[PROVIDED ENTRIES Boundary: Start]

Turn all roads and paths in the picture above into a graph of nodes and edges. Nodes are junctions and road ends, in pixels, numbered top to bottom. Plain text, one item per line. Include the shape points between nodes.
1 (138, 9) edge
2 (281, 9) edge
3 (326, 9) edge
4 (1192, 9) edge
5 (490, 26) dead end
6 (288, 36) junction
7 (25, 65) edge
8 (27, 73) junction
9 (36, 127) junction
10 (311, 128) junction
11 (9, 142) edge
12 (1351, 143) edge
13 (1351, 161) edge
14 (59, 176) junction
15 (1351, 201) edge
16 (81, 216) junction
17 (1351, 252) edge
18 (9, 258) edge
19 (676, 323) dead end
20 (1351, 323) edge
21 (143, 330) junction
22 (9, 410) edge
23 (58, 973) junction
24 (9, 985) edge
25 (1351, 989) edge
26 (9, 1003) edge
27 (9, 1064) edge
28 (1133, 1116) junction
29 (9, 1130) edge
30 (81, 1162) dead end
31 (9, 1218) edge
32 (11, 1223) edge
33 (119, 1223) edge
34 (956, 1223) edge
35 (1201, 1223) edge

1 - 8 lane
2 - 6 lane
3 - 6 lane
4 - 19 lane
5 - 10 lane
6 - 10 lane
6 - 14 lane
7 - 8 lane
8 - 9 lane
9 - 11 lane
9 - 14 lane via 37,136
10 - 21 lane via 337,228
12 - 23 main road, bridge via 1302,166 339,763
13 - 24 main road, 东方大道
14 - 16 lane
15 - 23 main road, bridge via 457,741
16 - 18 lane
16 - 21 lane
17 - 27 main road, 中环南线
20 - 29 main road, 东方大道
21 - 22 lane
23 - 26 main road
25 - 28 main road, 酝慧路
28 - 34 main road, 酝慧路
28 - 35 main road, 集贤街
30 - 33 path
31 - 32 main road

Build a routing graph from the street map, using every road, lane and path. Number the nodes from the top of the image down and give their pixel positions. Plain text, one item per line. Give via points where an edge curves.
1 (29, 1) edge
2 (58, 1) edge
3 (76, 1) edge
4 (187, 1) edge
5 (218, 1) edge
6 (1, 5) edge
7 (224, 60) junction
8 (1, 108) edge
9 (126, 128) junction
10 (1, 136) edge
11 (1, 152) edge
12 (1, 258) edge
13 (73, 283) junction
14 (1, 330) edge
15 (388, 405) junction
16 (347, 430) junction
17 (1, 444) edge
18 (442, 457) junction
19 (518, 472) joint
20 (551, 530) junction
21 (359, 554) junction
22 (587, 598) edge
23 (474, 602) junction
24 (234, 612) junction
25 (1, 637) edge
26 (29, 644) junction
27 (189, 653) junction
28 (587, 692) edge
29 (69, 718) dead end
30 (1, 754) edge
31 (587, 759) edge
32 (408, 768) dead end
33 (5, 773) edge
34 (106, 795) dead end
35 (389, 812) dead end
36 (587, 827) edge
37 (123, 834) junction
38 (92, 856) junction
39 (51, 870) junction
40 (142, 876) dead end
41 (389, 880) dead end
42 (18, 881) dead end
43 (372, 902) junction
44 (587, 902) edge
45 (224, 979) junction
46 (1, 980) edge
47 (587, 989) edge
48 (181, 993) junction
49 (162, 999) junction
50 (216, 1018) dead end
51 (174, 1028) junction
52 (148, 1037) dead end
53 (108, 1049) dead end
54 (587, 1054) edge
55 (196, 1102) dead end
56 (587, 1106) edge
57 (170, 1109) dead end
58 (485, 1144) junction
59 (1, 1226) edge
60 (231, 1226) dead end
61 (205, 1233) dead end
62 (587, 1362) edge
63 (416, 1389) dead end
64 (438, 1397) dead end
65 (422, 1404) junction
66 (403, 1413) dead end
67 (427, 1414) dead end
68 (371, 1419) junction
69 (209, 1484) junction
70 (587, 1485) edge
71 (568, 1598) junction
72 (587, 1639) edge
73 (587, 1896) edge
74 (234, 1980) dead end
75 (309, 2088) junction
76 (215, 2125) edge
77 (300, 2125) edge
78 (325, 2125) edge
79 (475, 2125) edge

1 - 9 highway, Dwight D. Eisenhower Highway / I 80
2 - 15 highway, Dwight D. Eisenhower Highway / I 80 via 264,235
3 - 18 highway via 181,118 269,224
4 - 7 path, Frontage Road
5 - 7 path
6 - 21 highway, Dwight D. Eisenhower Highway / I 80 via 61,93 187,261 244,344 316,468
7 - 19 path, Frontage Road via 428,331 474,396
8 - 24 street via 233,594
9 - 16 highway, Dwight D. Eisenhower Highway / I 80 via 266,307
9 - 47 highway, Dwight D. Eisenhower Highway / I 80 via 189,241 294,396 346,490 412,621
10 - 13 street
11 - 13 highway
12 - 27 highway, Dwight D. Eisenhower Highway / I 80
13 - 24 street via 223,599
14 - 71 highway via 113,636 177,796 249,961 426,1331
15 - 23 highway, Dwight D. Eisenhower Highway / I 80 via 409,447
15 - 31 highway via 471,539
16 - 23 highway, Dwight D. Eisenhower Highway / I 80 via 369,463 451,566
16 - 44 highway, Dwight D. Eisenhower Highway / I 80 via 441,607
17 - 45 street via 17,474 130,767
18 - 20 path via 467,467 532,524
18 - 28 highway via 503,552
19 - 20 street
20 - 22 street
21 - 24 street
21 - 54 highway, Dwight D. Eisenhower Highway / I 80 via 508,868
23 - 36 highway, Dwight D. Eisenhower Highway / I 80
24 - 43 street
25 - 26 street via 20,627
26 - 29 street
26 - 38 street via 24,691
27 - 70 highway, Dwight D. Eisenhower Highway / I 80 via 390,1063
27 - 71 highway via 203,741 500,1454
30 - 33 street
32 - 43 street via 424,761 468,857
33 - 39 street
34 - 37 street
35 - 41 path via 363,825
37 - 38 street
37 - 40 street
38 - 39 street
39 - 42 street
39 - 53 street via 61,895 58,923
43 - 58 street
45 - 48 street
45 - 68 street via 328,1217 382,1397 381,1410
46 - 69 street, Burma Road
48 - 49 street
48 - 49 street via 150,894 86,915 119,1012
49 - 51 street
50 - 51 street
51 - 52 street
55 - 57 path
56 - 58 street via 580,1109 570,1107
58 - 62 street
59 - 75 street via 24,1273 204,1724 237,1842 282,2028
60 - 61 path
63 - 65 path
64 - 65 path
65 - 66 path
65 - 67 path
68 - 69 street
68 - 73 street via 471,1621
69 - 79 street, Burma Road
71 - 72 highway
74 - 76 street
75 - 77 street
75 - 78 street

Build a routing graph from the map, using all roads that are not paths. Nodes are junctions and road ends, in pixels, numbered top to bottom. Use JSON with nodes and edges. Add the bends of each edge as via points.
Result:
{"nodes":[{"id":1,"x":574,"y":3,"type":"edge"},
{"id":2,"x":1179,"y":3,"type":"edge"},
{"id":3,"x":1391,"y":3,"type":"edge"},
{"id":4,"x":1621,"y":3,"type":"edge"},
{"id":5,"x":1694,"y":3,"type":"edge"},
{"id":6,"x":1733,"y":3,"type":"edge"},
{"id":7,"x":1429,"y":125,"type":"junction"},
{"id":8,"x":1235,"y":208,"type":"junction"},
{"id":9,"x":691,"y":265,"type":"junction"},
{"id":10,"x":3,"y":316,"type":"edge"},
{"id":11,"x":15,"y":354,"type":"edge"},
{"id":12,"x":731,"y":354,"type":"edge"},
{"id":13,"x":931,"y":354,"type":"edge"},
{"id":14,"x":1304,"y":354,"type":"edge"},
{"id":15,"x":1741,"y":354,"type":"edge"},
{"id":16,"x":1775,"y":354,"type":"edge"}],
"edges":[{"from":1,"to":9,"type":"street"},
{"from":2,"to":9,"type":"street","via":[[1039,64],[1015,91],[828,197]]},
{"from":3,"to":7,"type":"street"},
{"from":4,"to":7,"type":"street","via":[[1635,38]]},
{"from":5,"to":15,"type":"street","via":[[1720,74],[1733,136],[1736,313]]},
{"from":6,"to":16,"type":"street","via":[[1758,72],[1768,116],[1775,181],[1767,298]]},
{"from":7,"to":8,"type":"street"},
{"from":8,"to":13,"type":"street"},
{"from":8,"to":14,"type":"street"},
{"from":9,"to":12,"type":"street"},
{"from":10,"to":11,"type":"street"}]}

[PROVIDED ENTRIES Boundary: End]

__DIRECTIONS__
Read the listing line by line, and copy each line in which the word "东方大道" is found.

__ANSWER BOX__
13 - 24 main road, 东方大道
20 - 29 main road, 东方大道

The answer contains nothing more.